Editor’s note: This story is based on a webinar for the Restaurant Recovery Summit. You can register for the summit here and check out this and many other webinars and events.
Jim Holthouser took over as CEO of concept-operator Focus Brands 10 months ago, at a time when it was evident that third-party delivery companies would be both friend and foe, a force that would both generate customers and compete for their loyalty.
The pandemic that arrived shortly after Holthouser did would only put this on fast-forward. But the head of the Atlanta-based operator of seven brands, including McAlister’s Deli, Cinnabon, Auntie Anne’s and Jamba, saw the stakes of this industry shift quite clearly even before everybody started ordering pretzels on their phones.
“To me, it’s not so much a question of margin and profitability,” Holthouser said at the Restaurant Recovery Summit, an online community run by Restaurant Business parent company Winsight. “This is a battle for who owns the customer’s relationship.”
Holthouser has an interesting a perspective on this as anybody. He is a restaurant industry newbie, having come to Focus from the hotel industry just less than a year ago. The hotel industry in the 1990s watched as online travel sites emerged to both generate considerable business and take over the relationship of much of that industry’s customers.

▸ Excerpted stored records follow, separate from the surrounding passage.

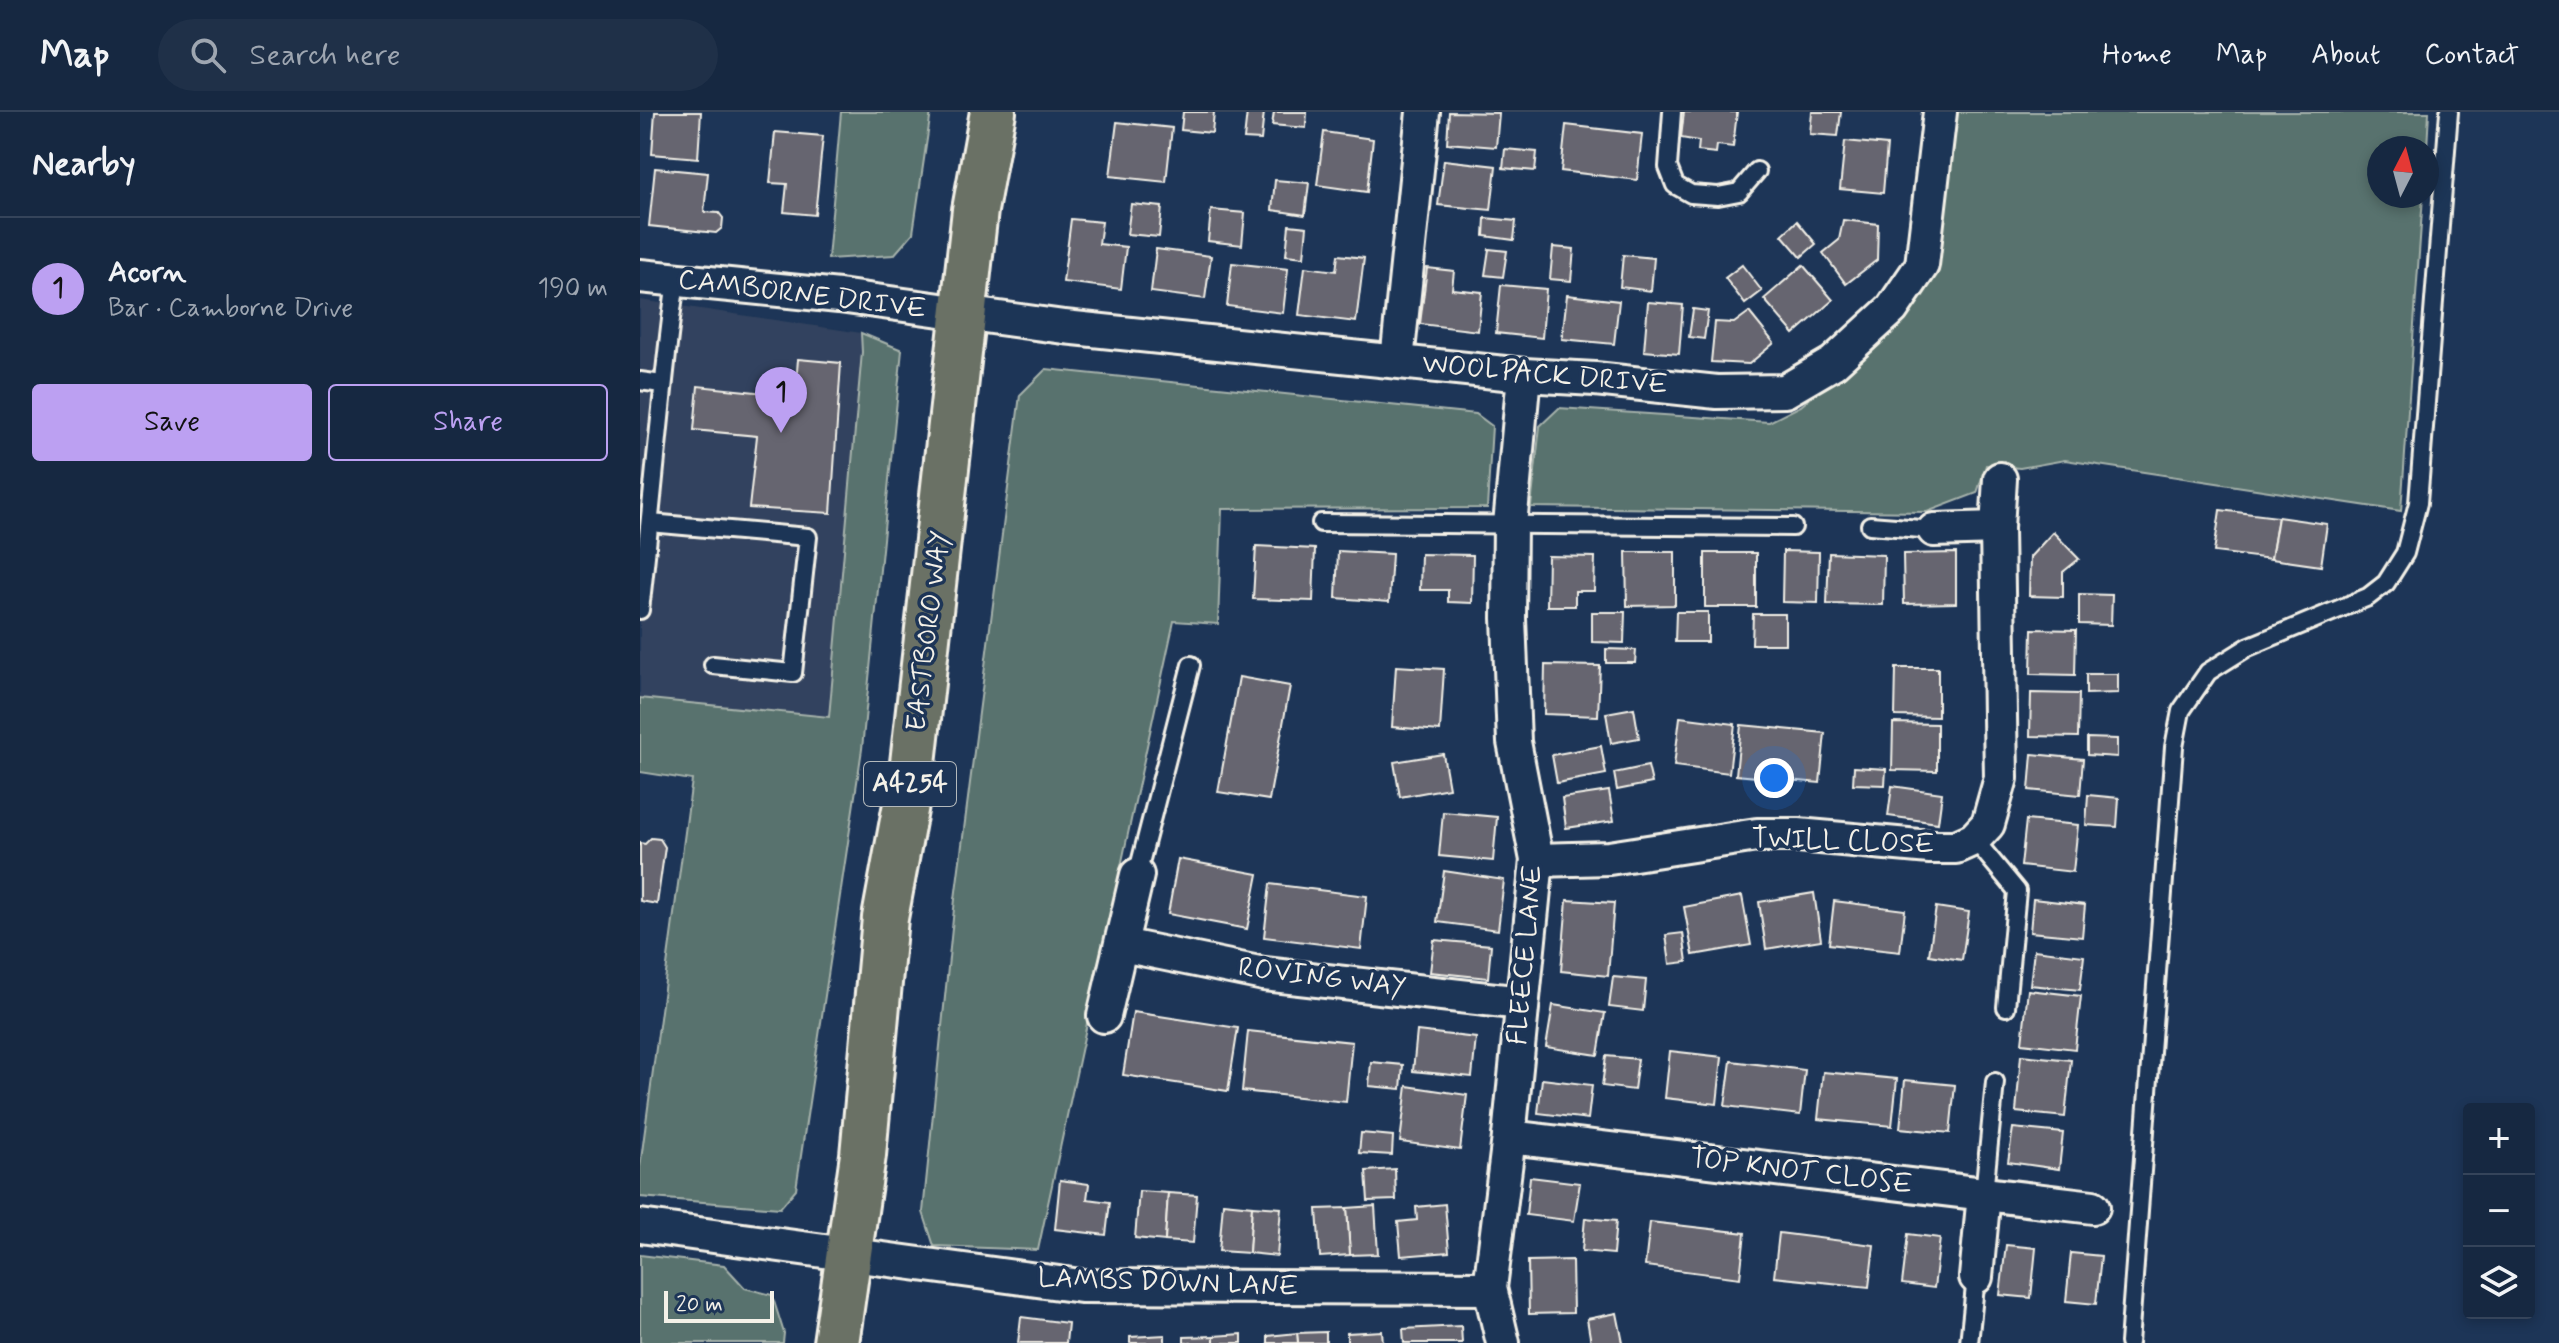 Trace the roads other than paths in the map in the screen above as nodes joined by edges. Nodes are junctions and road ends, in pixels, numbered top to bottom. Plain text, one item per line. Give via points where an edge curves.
1 (985, 112) edge
2 (993, 112) edge
3 (1423, 112) edge
4 (1672, 112) edge
5 (1940, 112) edge
6 (2449, 112) edge
7 (984, 155) junction
8 (1757, 171) dead end
9 (640, 276) edge
10 (676, 280) junction
11 (965, 314) junction
12 (1397, 361) junction
13 (1524, 375) junction
14 (640, 381) edge
15 (662, 384) junction
16 (640, 455) edge
17 (657, 456) junction
18 (2000, 479) dead end
19 (650, 523) junction
20 (1321, 523) dead end
21 (1510, 525) junction
22 (1870, 525) dead end
23 (1793, 527) dead end
24 (1997, 528) junction
25 (1934, 530) joint
26 (640, 610) edge
27 (713, 665) dead end
28 (1191, 665) dead end
29 (1974, 839) junction
30 (1537, 860) junction
31 (1137, 875) joint
32 (1122, 945) junction
33 (1522, 1003) junction
34 (2006, 1007) dead end
35 (1104, 1016) dead end
36 (1995, 1082) dead end
37 (1509, 1137) junction
38 (1984, 1194) junction
39 (2093, 1207) dead end
40 (640, 1226) edge
41 (847, 1253) junction
42 (1976, 1277) joint
43 (1490, 1288) junction
44 (836, 1343) edge
45 (1503, 1343) edge
46 (1969, 1343) edge
47 (2129, 1343) edge

1 - 7 main road, A4254
2 - 7 main road, A4254
3 - 12 street
4 - 8 lane via 1668,167 1675,185 1691,194 1718,196 1739,192
5 - 13 street, WOOLPACK DRIVE via 1922,265 1892,309 1833,363 1785,391 1717,392
6 - 47 lane via 2418,503 2405,553 2386,583 2368,597 2248,647 2208,672 2181,711 2174,747
7 - 11 main road, EASTBORO WAY / A4254
9 - 10 street, CAMBORNE DRIVE
10 - 11 street, CAMBORNE DRIVE
10 - 15 lane
11 - 12 street, WOOLPACK DRIVE
11 - 41 main road, EASTBORO WAY / A4254 via 912,772 885,918 863,1155
12 - 13 street, WOOLPACK DRIVE
13 - 21 street, FLEECE LANE
14 - 15 lane
15 - 17 lane
16 - 17 lane
17 - 19 lane
18 - 24 street, TWILL CLOSE
19 - 26 lane
19 - 27 lane via 808,537 793,673
20 - 21 lane
21 - 23 lane
21 - 30 street, FLEECE LANE via 1514,742
22 - 25 lane
24 - 25 street
24 - 29 street, TWILL CLOSE via 2001,778 1988,824
28 - 31 lane
29 - 30 street, TWILL CLOSE via 1956,847 1930,847 1757,835 1609,858
29 - 34 lane via 2017,891
30 - 33 street, FLEECE LANE
31 - 32 street
32 - 33 street, ROVING WAY via 1264,974
32 - 35 street
33 - 37 street, FLEECE LANE
36 - 38 lane
37 - 38 street, TOP KNOT CLOSE
37 - 43 street, FLEECE LANE
38 - 39 street, TOP KNOT CLOSE
38 - 42 street
40 - 41 street
41 - 43 street, LAMBS DOWN LANE via 1081,1286
41 - 44 main road, EASTBORO WAY / A4254
42 - 46 lane
43 - 45 street, FLEECE LANE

“The industry I came from was asleep at the switch,” he said. “Everybody woke up one day and sites like Expedia and Travelocity generated 20% to 25% of your business.”

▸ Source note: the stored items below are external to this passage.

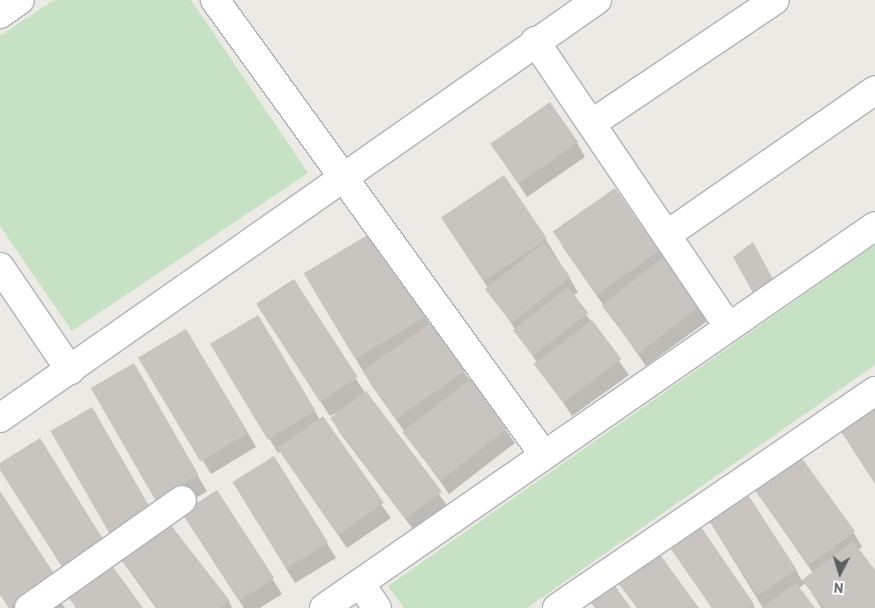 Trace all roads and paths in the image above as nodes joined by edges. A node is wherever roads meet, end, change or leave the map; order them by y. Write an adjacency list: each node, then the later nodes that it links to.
1 (20, 0): 5 (street)
2 (215, 0): 9 (street)
3 (597, 0): 6 (street)
4 (775, 0): 8 (street)
5 (0, 14)
6 (535, 41): 8 (street); 9 (street)
7 (875, 90): 11 (street)
8 (594, 122): 11 (street)
9 (346, 177): 14 (street); 17 (street)
10 (875, 226): 13 (street)
11 (668, 234): 13 (street)
12 (0, 266): 14 (street)
13 (729, 327): 17 (street)
14 (70, 370): 16 (street)
15 (875, 391): 23 (street)
16 (0, 418)
17 (544, 455): 19 (street)
18 (182, 500): 20 (street)
19 (360, 583): 21 (street); 22 (street)
20 (30, 608)
21 (324, 608)
22 (377, 608)
23 (557, 608)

But, he said, “this industry has been a little smarter. I don’t see it getting to that level of extremism.”
Third-party delivery companies, notably DoorDash, Uber Eats and Grubhub, have grown rapidly over the past couple of years and took off during the recession. Restaurants have something of a love-hate relationship with them. Delivery providers have generated business that would prove vital during a pandemic in which customers stayed at home, but they are expensive. And customers have started noticing it, too.
Yet, as Holthouser noted, it’s not just about profitability. If third parties own the customer relationship, they can also own that customer’s data and can take steps to keep the customer coming back.
Holthouser described something of a balancing act in dealing with delivery providers, using them to Focus’s advantage. “Third parties bring in non-loyalty customers into our ecosystem,” he said. “Third parties can bring customers in. We have an opportunity to convert those customers into McAlister’s loyalists, Cinnabon loyalists.
“I look at third parties as a feeder into our ecosystem, when they will only be directly dealing with us, and that’s more profitable and we have the consumer’s data and can market directly to them.”
The challenge to that is in the space on customers’ phones. Customers will always have a limited number of apps on their devices. That gives aggregators an advantage.
But Focus is not a one-brand company. The company operates seven overall, including Moe’s Southwest Grill, Carvel and Schlotzsky’s. Focus can potentially develop a single app for all of its brands, for instance. It also plans to test cross-selling from its different brands this year—for instance, when customers can’t find a McAlister’s nearby on their McAlister’s app, the program could recommend Schlotzsky’s or Moe’s.
Holthouser also noted that industry consolidation could lead more multi-concept operating companies to use single apps and loyalty programs for all of their brands to better compete with the aggregators for phone space. “I don’t see how you go wrong with a strategy like that,” he said. “You’re still not as big of an aggregator as a third party but you give the customer a reason to download your app. You’re kind-of on an even playing field. I’m pretty confident how that’s going to evolve.”
There’s another benefit to a single-app approach. “Not only do you win with the customer, it’s also a lot cheaper to develop apps that way.”